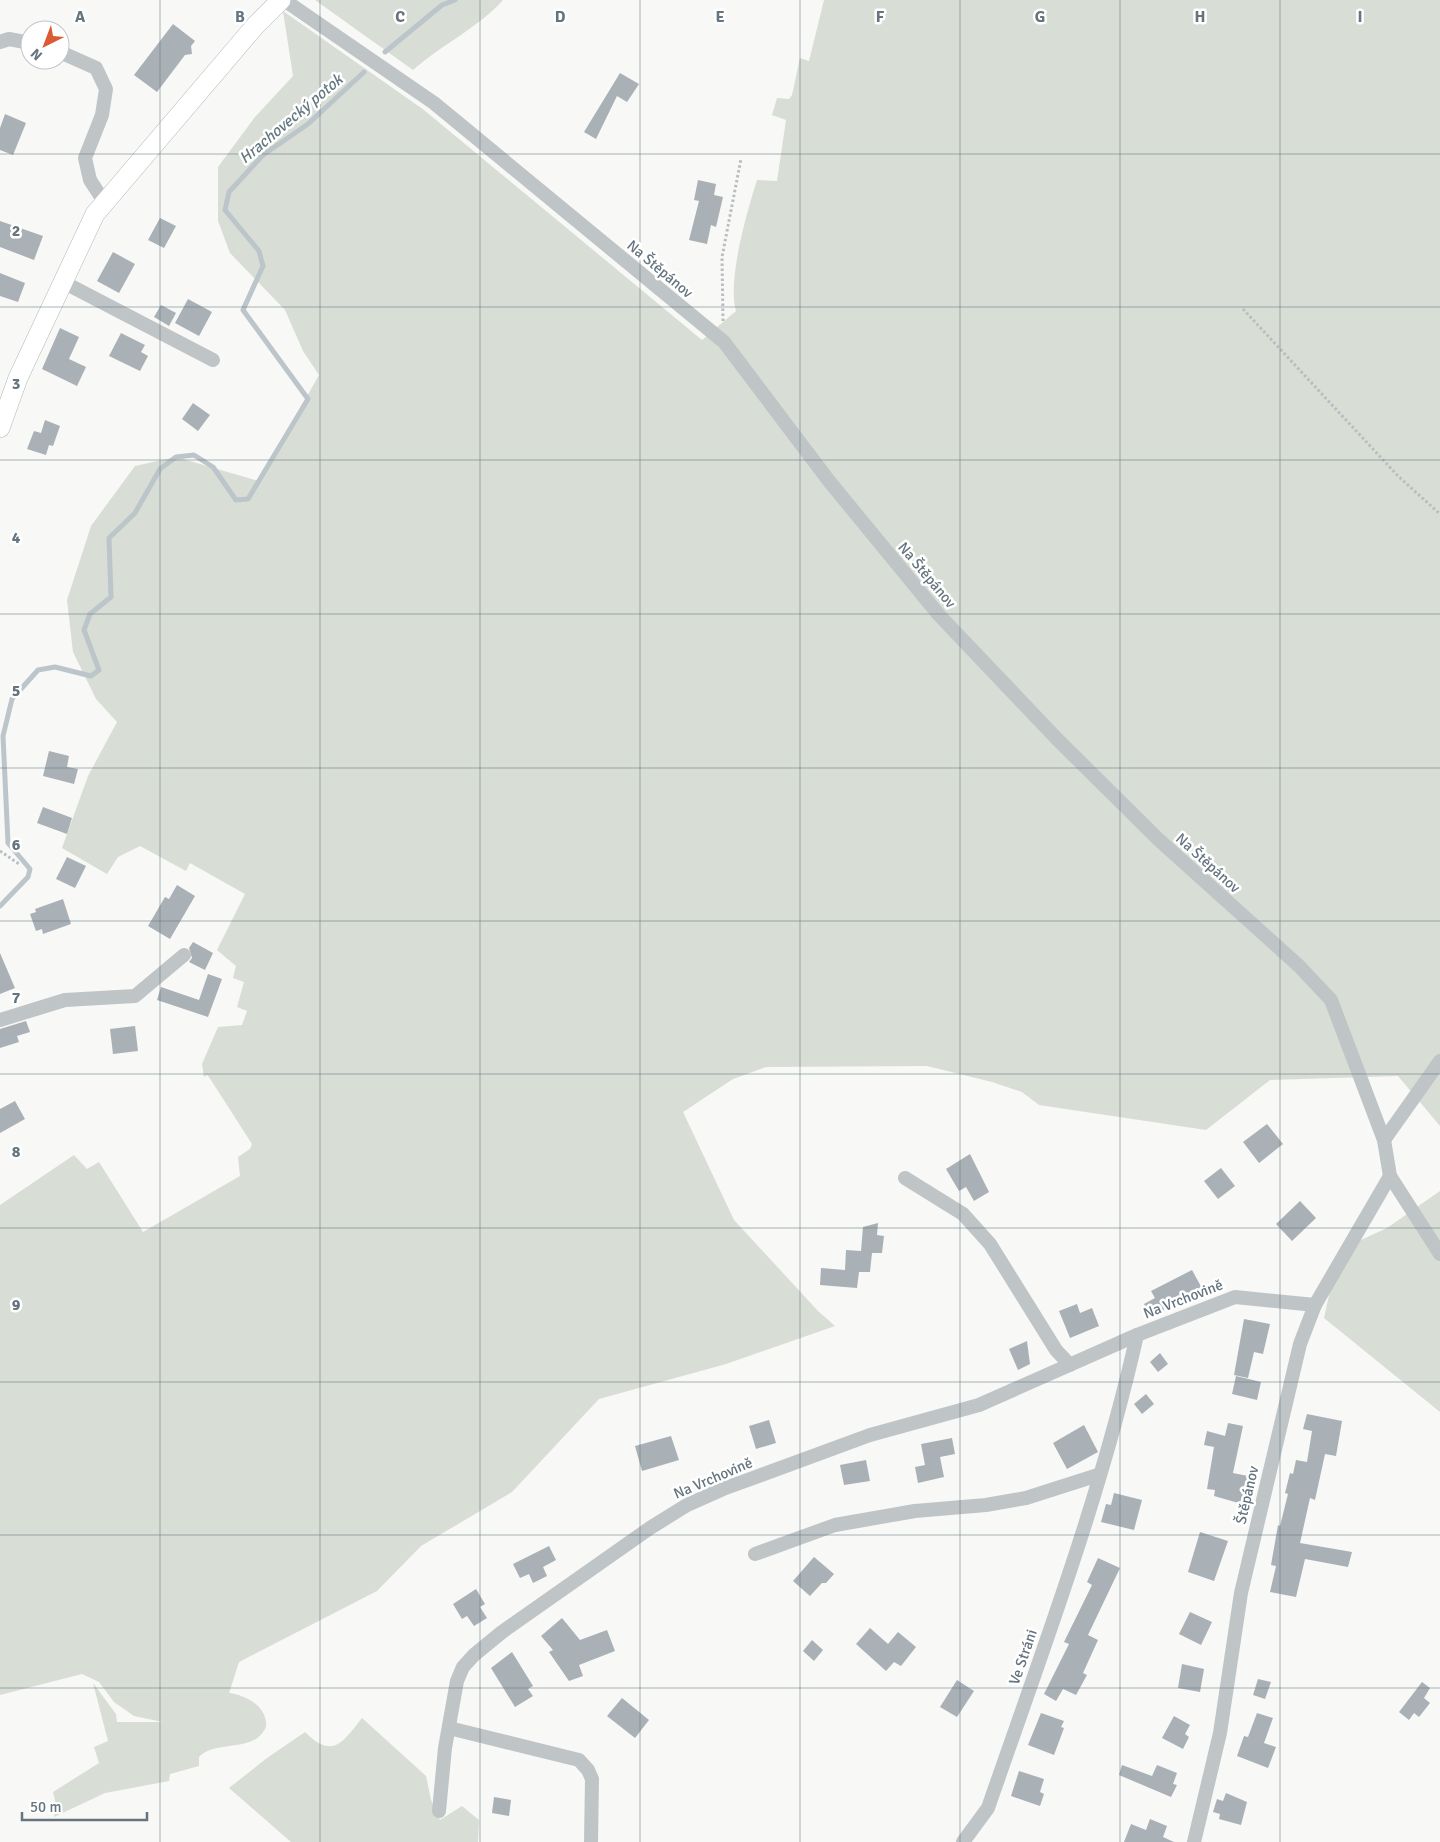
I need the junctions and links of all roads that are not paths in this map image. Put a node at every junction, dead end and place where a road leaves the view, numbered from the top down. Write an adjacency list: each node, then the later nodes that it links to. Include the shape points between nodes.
1 (282, 0): 5 (street, via 255,26); 12 (street, Na Štěpánov, via 434,103 724,342 829,481 938,615 1118,800 1299,966 1331,1000)
2 (20, 41): 3 (street, via 9,38)
3 (0, 42)
4 (70, 56): 5 (street, via 96,68 106,88 102,115 85,158 90,180)
5 (105, 203): 6 (street, via 95,214)
6 (63, 282): 7 (street); 8 (street, via 18,378)
7 (213, 360)
8 (0, 428)
9 (184, 955): 10 (street, via 135,996 65,1000)
10 (0, 1020)
11 (1440, 1061): 12 (street)
12 (1384, 1140): 13 (street, Na Štěpánov)
13 (1390, 1176): 15 (street, Na Štěpánov); 16 (street, Štěpánov)
14 (905, 1178): 18 (street, via 963,1214 990,1244 1056,1350)
15 (1440, 1254)
16 (1315, 1305): 17 (street, Na Vrchovině, via 1235,1297); 25 (street, Štěpánov, via 1300,1344 1241,1593 1220,1732)
17 (1137, 1334): 18 (street, Na Vrchovině); 19 (street, Ve Stráni, via 1125,1390)
18 (1070, 1365): 21 (street, Na Vrchovině, via 979,1405 870,1434 687,1505 502,1632 474,1655 457,1681)
19 (1098, 1476): 20 (street, via 1026,1498 915,1511 835,1525); 24 (street, Ve Stráni, via 1081,1537 988,1808)
20 (755, 1554)
21 (449, 1728): 22 (street, Na Vrchovině); 23 (street, via 579,1760 592,1779)
22 (439, 1811)
23 (592, 1842)
24 (963, 1842)
25 (1194, 1842)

■ **WORK ORDER**: Reproduce each entry word for word and cut the images.

■ **SOLUTION TO THIS TASK**:
I need the junctions and links of all roads that are not paths in this map image. Put a node at every junction, dead end and place where a road leaves the view, numbered from the top down. Write an adjacency list: each node, then the later nodes that it links to. Include the shape points between nodes.
1 (282, 0): 5 (street, via 255,26); 12 (street, Na Štěpánov, via 434,103 724,342 829,481 938,615 1118,800 1299,966 1331,1000)
2 (20, 41): 3 (street, via 9,38)
3 (0, 42)
4 (70, 56): 5 (street, via 96,68 106,88 102,115 85,158 90,180)
5 (105, 203): 6 (street, via 95,214)
6 (63, 282): 7 (street); 8 (street, via 18,378)
7 (213, 360)
8 (0, 428)
9 (184, 955): 10 (street, via 135,996 65,1000)
10 (0, 1020)
11 (1440, 1061): 12 (street)
12 (1384, 1140): 13 (street, Na Štěpánov)
13 (1390, 1176): 15 (street, Na Štěpánov); 16 (street, Štěpánov)
14 (905, 1178): 18 (street, via 963,1214 990,1244 1056,1350)
15 (1440, 1254)
16 (1315, 1305): 17 (street, Na Vrchovině, via 1235,1297); 25 (street, Štěpánov, via 1300,1344 1241,1593 1220,1732)
17 (1137, 1334): 18 (street, Na Vrchovině); 19 (street, Ve Stráni, via 1125,1390)
18 (1070, 1365): 21 (street, Na Vrchovině, via 979,1405 870,1434 687,1505 502,1632 474,1655 457,1681)
19 (1098, 1476): 20 (street, via 1026,1498 915,1511 835,1525); 24 (street, Ve Stráni, via 1081,1537 988,1808)
20 (755, 1554)
21 (449, 1728): 22 (street, Na Vrchovině); 23 (street, via 579,1760 592,1779)
22 (439, 1811)
23 (592, 1842)
24 (963, 1842)
25 (1194, 1842)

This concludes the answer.